## [YOUR TASK]
In the records below, count each line where the word "Kæret" appears, and reply with that number only.

## [DATA EXCERPTS]
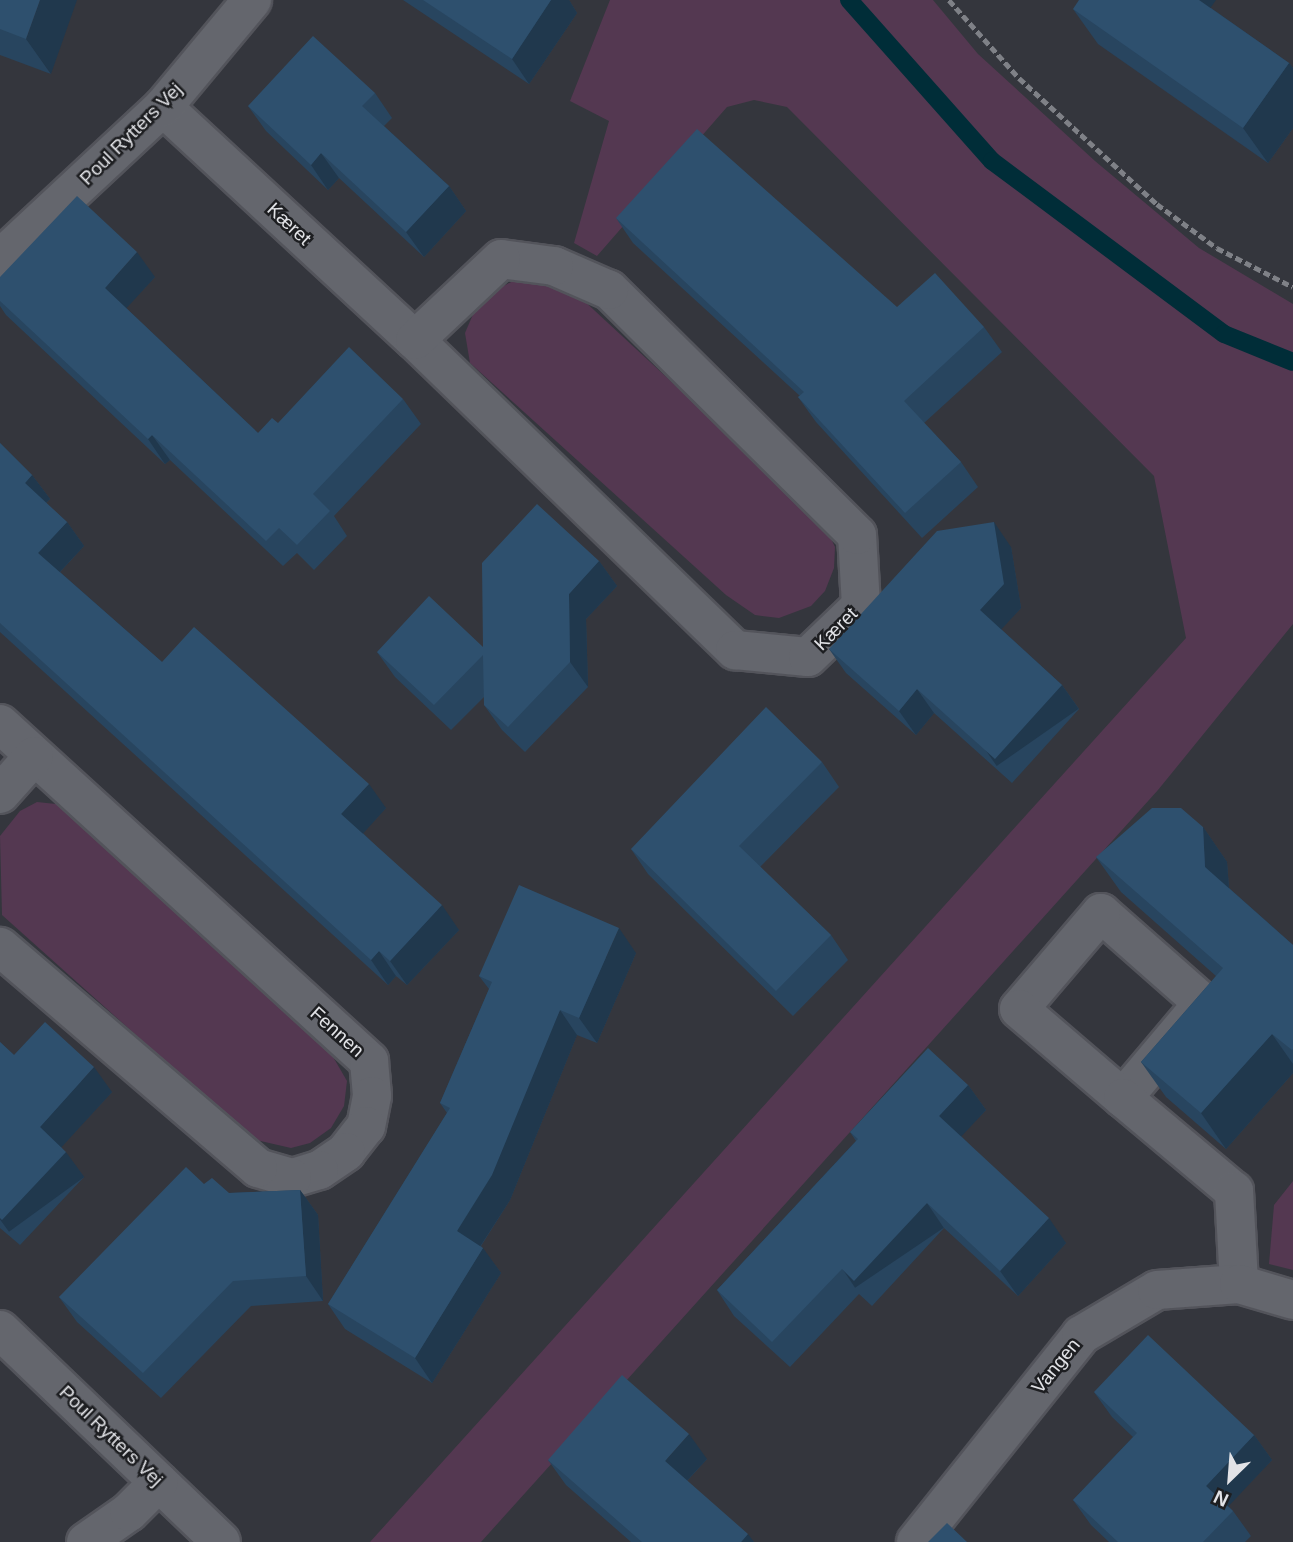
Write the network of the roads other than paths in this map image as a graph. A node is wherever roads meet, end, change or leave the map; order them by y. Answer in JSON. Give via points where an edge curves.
{"nodes":[{"id":1,"x":251,"y":0,"type":"edge"},
{"id":2,"x":163,"y":107,"type":"junction"},
{"id":3,"x":0,"y":258,"type":"edge"},
{"id":4,"x":415,"y":340,"type":"junction"},
{"id":5,"x":0,"y":724,"type":"edge"},
{"id":6,"x":34,"y":756,"type":"junction"},
{"id":7,"x":0,"y":794,"type":"edge"},
{"id":8,"x":0,"y":947,"type":"edge"},
{"id":9,"x":1123,"y":1098,"type":"junction"},
{"id":10,"x":1239,"y":1284,"type":"junction"},
{"id":11,"x":1293,"y":1300,"type":"edge"},
{"id":12,"x":0,"y":1330,"type":"edge"},
{"id":13,"x":159,"y":1482,"type":"junction"},
{"id":14,"x":86,"y":1542,"type":"edge"},
{"id":15,"x":221,"y":1542,"type":"edge"},
{"id":16,"x":916,"y":1542,"type":"edge"}],
"edges":[{"from":1,"to":2,"type":"street","name":"Poul Rytters Vej"},
{"from":2,"to":3,"type":"street","name":"Poul Rytters Vej"},
{"from":2,"to":4,"type":"street","name":"Kæret"},
{"from":4,"to":4,"type":"street","name":"Kæret","via":[[735,650],[808,657],[861,606],[857,535],[609,290],[554,266],[501,259]]},
{"from":5,"to":6,"type":"street","name":"Fennen"},
{"from":6,"to":7,"type":"street"},
{"from":6,"to":8,"type":"street","name":"Fennen","via":[[369,1061],[372,1096],[366,1126],[346,1152],[319,1170],[292,1178],[258,1168]]},
{"from":9,"to":9,"type":"street","via":[[1019,1009],[1101,913],[1203,1003]]},
{"from":9,"to":10,"type":"street","via":[[1234,1191]]},
{"from":10,"to":11,"type":"street","name":"Vangen"},
{"from":10,"to":16,"type":"street","name":"Vangen","via":[[1157,1290],[1080,1335]]},
{"from":12,"to":13,"type":"street","name":"Poul Rytters Vej"},
{"from":13,"to":14,"type":"street","via":[[129,1512]]},
{"from":13,"to":15,"type":"street","name":"Poul Rytters Vej"}]}
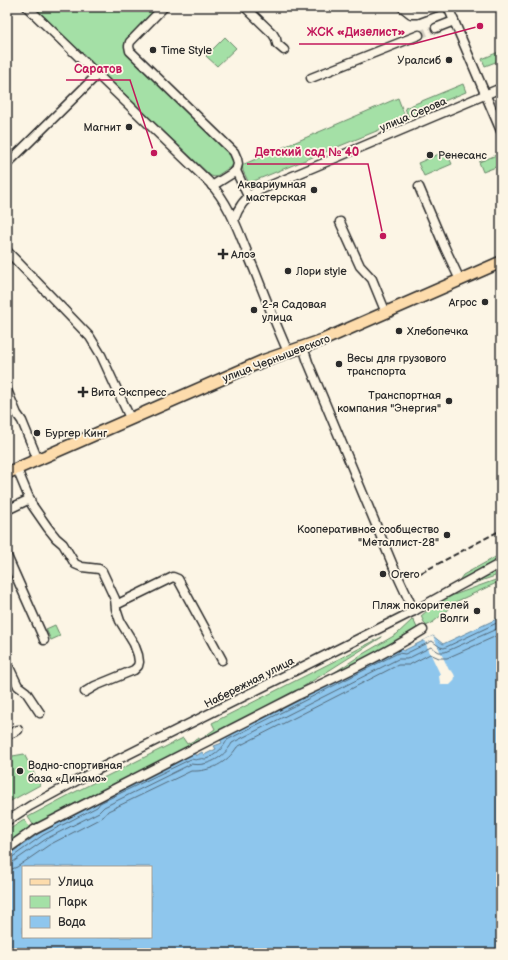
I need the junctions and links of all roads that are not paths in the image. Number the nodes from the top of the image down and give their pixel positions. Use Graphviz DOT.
graph roads {
  1 [pos="27,7"];
  2 [pos="164,7"];
  3 [pos="245,7"];
  4 [pos="402,7"];
  5 [pos="436,7"];
  6 [pos="448,7"];
  7 [pos="454,21"];
  8 [pos="436,28"];
  9 [pos="419,35"];
  10 [pos="284,50"];
  11 [pos="98,75"];
  12 [pos="311,78"];
  13 [pos="501,88"];
  14 [pos="485,95"];
  15 [pos="501,131"];
  16 [pos="7,164"];
  17 [pos="236,171"];
  18 [pos="212,186"];
  19 [pos="419,186"];
  20 [pos="248,196"];
  21 [pos="234,220"];
  22 [pos="340,222"];
  23 [pos="7,250"];
  24 [pos="501,262"];
  25 [pos="460,280"];
  26 [pos="386,312"];
  27 [pos="303,347"];
  28 [pos="288,352"];
  29 [pos="7,390"];
  30 [pos="130,418"];
  31 [pos="38,460"];
  32 [pos="12,471"];
  33 [pos="30,499"];
  34 [pos="7,510"];
  35 [pos="7,556"];
  36 [pos="501,563"];
  37 [pos="116,604"];
  38 [pos="414,612"];
  39 [pos="423,630"];
  40 [pos="44,640"];
  41 [pos="222,660"];
  42 [pos="7,663"];
  43 [pos="85,692"];
  44 [pos="40,713"];
  45 [pos="18,730"];
  46 [pos="7,735"];
  47 [pos="7,821"];
  48 [pos="7,849"];
  1 -- 11 [label="street"];
  2 -- 17 [label="street"];
  3 -- 10 [label="street"];
  4 -- 5 [label="street"];
  6 -- 7 [label="street"];
  7 -- 8 [label="street"];
  7 -- 14 [label="street"];
  9 -- 12 [label="street"];
  11 -- 16 [label="street"];
  11 -- 18 [label="street"];
  13 -- 14 [label="street, улица Серова"];
  14 -- 15 [label="street"];
  14 -- 20 [label="street, улица Серова"];
  17 -- 18 [label="street"];
  17 -- 20 [label="street"];
  18 -- 21 [label="street"];
  19 -- 25 [label="street"];
  20 -- 21 [label="street"];
  21 -- 28 [label="street"];
  22 -- 26 [label="street"];
  23 -- 30 [label="street"];
  24 -- 25 [label="main road, улица Чернышевского"];
  25 -- 26 [label="main road, улица Чернышевского"];
  26 -- 27 [label="main road, улица Чернышевского"];
  27 -- 28 [label="main road, улица Чернышевского"];
  27 -- 38 [label="street"];
  28 -- 30 [label="main road, улица Чернышевского"];
  29 -- 31 [label="street"];
  30 -- 31 [label="main road, улица Чернышевского"];
  31 -- 32 [label="main road, улица Чернышевского"];
  32 -- 33 [label="street"];
  33 -- 34 [label="street"];
  33 -- 37 [label="street"];
  35 -- 40 [label="street"];
  36 -- 38 [label="street, Набережная улица"];
  37 -- 41 [label="street"];
  37 -- 43 [label="street"];
  38 -- 47 [label="street, Набережная улица"];
  39 -- 48 [label="street"];
  42 -- 44 [label="street"];
  45 -- 46 [label="street"];
}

## [SOLUTION FOR THIS EXERCISE]
2